WHAT YOU WILL DO :: Give back every record exactly as it reads.

Dataset excerpts
* * * * * * * * *

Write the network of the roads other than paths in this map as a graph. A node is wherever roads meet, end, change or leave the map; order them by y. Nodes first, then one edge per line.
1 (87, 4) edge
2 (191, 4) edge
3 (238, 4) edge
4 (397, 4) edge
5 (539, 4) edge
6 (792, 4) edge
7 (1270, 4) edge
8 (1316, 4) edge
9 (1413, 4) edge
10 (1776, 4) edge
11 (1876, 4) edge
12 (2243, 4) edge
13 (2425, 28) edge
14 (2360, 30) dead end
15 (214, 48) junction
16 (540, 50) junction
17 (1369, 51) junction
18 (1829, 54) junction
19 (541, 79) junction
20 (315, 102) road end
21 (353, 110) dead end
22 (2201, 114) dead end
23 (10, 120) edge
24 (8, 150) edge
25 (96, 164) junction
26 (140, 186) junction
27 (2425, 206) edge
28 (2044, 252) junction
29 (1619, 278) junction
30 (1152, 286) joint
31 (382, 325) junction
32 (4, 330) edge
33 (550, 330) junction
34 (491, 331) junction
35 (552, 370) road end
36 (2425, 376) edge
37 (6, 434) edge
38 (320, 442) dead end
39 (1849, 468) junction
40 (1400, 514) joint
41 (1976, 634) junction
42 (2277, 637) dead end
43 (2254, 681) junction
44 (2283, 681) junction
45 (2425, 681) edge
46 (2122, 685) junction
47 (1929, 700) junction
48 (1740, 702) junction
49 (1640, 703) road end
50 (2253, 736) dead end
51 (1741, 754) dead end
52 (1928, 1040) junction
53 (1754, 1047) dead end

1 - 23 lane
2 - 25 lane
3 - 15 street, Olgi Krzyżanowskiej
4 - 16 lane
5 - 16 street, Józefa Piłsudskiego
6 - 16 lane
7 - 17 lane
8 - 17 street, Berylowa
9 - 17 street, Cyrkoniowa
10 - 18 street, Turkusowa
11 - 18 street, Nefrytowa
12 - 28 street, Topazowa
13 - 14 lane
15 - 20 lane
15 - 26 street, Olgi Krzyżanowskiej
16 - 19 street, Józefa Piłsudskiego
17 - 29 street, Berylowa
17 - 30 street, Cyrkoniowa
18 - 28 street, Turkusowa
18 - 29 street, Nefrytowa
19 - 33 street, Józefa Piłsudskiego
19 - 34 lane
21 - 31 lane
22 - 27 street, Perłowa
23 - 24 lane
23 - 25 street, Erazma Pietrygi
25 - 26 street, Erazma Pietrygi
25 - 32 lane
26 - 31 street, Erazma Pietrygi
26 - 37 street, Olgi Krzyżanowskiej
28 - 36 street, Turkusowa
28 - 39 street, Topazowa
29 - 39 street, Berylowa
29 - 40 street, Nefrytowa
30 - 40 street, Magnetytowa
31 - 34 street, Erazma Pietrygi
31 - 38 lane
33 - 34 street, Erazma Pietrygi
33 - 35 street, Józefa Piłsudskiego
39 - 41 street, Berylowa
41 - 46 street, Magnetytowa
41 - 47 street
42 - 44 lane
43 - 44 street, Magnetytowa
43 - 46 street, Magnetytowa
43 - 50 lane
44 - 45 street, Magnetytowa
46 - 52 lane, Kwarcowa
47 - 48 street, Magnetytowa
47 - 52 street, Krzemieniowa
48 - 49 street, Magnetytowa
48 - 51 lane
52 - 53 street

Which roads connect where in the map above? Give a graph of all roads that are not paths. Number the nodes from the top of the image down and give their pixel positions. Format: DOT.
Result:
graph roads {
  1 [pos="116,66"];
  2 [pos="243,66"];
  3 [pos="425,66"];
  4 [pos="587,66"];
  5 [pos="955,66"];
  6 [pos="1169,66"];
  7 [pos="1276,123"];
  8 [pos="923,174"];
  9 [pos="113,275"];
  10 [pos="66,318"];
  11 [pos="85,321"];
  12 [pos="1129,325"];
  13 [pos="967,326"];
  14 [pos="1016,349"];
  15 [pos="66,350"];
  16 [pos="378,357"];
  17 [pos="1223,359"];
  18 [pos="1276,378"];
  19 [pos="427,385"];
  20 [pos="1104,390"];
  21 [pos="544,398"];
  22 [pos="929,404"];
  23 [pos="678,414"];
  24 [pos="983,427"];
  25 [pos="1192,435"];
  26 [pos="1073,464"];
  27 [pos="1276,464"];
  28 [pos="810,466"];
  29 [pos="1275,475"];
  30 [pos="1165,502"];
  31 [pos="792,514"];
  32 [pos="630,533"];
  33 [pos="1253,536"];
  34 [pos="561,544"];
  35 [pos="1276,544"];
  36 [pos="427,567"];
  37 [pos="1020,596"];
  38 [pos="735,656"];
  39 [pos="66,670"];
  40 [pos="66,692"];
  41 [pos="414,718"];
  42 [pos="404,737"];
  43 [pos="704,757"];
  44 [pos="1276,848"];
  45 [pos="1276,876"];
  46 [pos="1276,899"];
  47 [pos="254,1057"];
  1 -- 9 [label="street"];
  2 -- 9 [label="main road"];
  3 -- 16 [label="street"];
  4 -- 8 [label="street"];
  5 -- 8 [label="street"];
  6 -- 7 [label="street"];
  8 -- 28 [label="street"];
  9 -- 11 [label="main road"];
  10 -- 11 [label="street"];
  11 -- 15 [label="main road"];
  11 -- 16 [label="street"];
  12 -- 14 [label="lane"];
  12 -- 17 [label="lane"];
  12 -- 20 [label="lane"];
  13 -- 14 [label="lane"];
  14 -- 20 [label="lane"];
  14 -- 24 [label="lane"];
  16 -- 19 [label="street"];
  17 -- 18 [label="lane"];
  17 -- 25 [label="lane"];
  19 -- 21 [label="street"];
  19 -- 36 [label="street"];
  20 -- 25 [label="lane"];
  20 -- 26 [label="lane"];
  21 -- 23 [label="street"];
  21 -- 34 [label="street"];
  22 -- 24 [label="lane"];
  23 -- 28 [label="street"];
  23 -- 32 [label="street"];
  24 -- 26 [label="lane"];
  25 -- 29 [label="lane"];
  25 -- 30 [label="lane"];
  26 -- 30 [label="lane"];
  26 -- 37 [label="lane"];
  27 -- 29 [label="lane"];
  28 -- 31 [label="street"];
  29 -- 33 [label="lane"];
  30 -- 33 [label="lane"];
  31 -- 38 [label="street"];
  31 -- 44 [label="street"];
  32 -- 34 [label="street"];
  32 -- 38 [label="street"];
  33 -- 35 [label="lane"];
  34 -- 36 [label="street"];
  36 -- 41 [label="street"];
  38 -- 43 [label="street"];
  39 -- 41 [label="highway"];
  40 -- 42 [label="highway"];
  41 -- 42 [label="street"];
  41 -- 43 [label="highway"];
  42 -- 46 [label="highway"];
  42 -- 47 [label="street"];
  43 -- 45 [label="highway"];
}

* * * * * * * * *

ANSWER TO THIS PROBLEM ::
Write the network of the roads other than paths in this map as a graph. A node is wherever roads meet, end, change or leave the map; order them by y. Nodes first, then one edge per line.
1 (87, 4) edge
2 (191, 4) edge
3 (238, 4) edge
4 (397, 4) edge
5 (539, 4) edge
6 (792, 4) edge
7 (1270, 4) edge
8 (1316, 4) edge
9 (1413, 4) edge
10 (1776, 4) edge
11 (1876, 4) edge
12 (2243, 4) edge
13 (2425, 28) edge
14 (2360, 30) dead end
15 (214, 48) junction
16 (540, 50) junction
17 (1369, 51) junction
18 (1829, 54) junction
19 (541, 79) junction
20 (315, 102) road end
21 (353, 110) dead end
22 (2201, 114) dead end
23 (10, 120) edge
24 (8, 150) edge
25 (96, 164) junction
26 (140, 186) junction
27 (2425, 206) edge
28 (2044, 252) junction
29 (1619, 278) junction
30 (1152, 286) joint
31 (382, 325) junction
32 (4, 330) edge
33 (550, 330) junction
34 (491, 331) junction
35 (552, 370) road end
36 (2425, 376) edge
37 (6, 434) edge
38 (320, 442) dead end
39 (1849, 468) junction
40 (1400, 514) joint
41 (1976, 634) junction
42 (2277, 637) dead end
43 (2254, 681) junction
44 (2283, 681) junction
45 (2425, 681) edge
46 (2122, 685) junction
47 (1929, 700) junction
48 (1740, 702) junction
49 (1640, 703) road end
50 (2253, 736) dead end
51 (1741, 754) dead end
52 (1928, 1040) junction
53 (1754, 1047) dead end

1 - 23 lane
2 - 25 lane
3 - 15 street, Olgi Krzyżanowskiej
4 - 16 lane
5 - 16 street, Józefa Piłsudskiego
6 - 16 lane
7 - 17 lane
8 - 17 street, Berylowa
9 - 17 street, Cyrkoniowa
10 - 18 street, Turkusowa
11 - 18 street, Nefrytowa
12 - 28 street, Topazowa
13 - 14 lane
15 - 20 lane
15 - 26 street, Olgi Krzyżanowskiej
16 - 19 street, Józefa Piłsudskiego
17 - 29 street, Berylowa
17 - 30 street, Cyrkoniowa
18 - 28 street, Turkusowa
18 - 29 street, Nefrytowa
19 - 33 street, Józefa Piłsudskiego
19 - 34 lane
21 - 31 lane
22 - 27 street, Perłowa
23 - 24 lane
23 - 25 street, Erazma Pietrygi
25 - 26 street, Erazma Pietrygi
25 - 32 lane
26 - 31 street, Erazma Pietrygi
26 - 37 street, Olgi Krzyżanowskiej
28 - 36 street, Turkusowa
28 - 39 street, Topazowa
29 - 39 street, Berylowa
29 - 40 street, Nefrytowa
30 - 40 street, Magnetytowa
31 - 34 street, Erazma Pietrygi
31 - 38 lane
33 - 34 street, Erazma Pietrygi
33 - 35 street, Józefa Piłsudskiego
39 - 41 street, Berylowa
41 - 46 street, Magnetytowa
41 - 47 street
42 - 44 lane
43 - 44 street, Magnetytowa
43 - 46 street, Magnetytowa
43 - 50 lane
44 - 45 street, Magnetytowa
46 - 52 lane, Kwarcowa
47 - 48 street, Magnetytowa
47 - 52 street, Krzemieniowa
48 - 49 street, Magnetytowa
48 - 51 lane
52 - 53 street

Which roads connect where in the map above? Give a graph of all roads that are not paths. Number the nodes from the top of the image down and give their pixel positions. Format: DOT.
Result:
graph roads {
  1 [pos="116,66"];
  2 [pos="243,66"];
  3 [pos="425,66"];
  4 [pos="587,66"];
  5 [pos="955,66"];
  6 [pos="1169,66"];
  7 [pos="1276,123"];
  8 [pos="923,174"];
  9 [pos="113,275"];
  10 [pos="66,318"];
  11 [pos="85,321"];
  12 [pos="1129,325"];
  13 [pos="967,326"];
  14 [pos="1016,349"];
  15 [pos="66,350"];
  16 [pos="378,357"];
  17 [pos="1223,359"];
  18 [pos="1276,378"];
  19 [pos="427,385"];
  20 [pos="1104,390"];
  21 [pos="544,398"];
  22 [pos="929,404"];
  23 [pos="678,414"];
  24 [pos="983,427"];
  25 [pos="1192,435"];
  26 [pos="1073,464"];
  27 [pos="1276,464"];
  28 [pos="810,466"];
  29 [pos="1275,475"];
  30 [pos="1165,502"];
  31 [pos="792,514"];
  32 [pos="630,533"];
  33 [pos="1253,536"];
  34 [pos="561,544"];
  35 [pos="1276,544"];
  36 [pos="427,567"];
  37 [pos="1020,596"];
  38 [pos="735,656"];
  39 [pos="66,670"];
  40 [pos="66,692"];
  41 [pos="414,718"];
  42 [pos="404,737"];
  43 [pos="704,757"];
  44 [pos="1276,848"];
  45 [pos="1276,876"];
  46 [pos="1276,899"];
  47 [pos="254,1057"];
  1 -- 9 [label="street"];
  2 -- 9 [label="main road"];
  3 -- 16 [label="street"];
  4 -- 8 [label="street"];
  5 -- 8 [label="street"];
  6 -- 7 [label="street"];
  8 -- 28 [label="street"];
  9 -- 11 [label="main road"];
  10 -- 11 [label="street"];
  11 -- 15 [label="main road"];
  11 -- 16 [label="street"];
  12 -- 14 [label="lane"];
  12 -- 17 [label="lane"];
  12 -- 20 [label="lane"];
  13 -- 14 [label="lane"];
  14 -- 20 [label="lane"];
  14 -- 24 [label="lane"];
  16 -- 19 [label="street"];
  17 -- 18 [label="lane"];
  17 -- 25 [label="lane"];
  19 -- 21 [label="street"];
  19 -- 36 [label="street"];
  20 -- 25 [label="lane"];
  20 -- 26 [label="lane"];
  21 -- 23 [label="street"];
  21 -- 34 [label="street"];
  22 -- 24 [label="lane"];
  23 -- 28 [label="street"];
  23 -- 32 [label="street"];
  24 -- 26 [label="lane"];
  25 -- 29 [label="lane"];
  25 -- 30 [label="lane"];
  26 -- 30 [label="lane"];
  26 -- 37 [label="lane"];
  27 -- 29 [label="lane"];
  28 -- 31 [label="street"];
  29 -- 33 [label="lane"];
  30 -- 33 [label="lane"];
  31 -- 38 [label="street"];
  31 -- 44 [label="street"];
  32 -- 34 [label="street"];
  32 -- 38 [label="street"];
  33 -- 35 [label="lane"];
  34 -- 36 [label="street"];
  36 -- 41 [label="street"];
  38 -- 43 [label="street"];
  39 -- 41 [label="highway"];
  40 -- 42 [label="highway"];
  41 -- 42 [label="street"];
  41 -- 43 [label="highway"];
  42 -- 46 [label="highway"];
  42 -- 47 [label="street"];
  43 -- 45 [label="highway"];
}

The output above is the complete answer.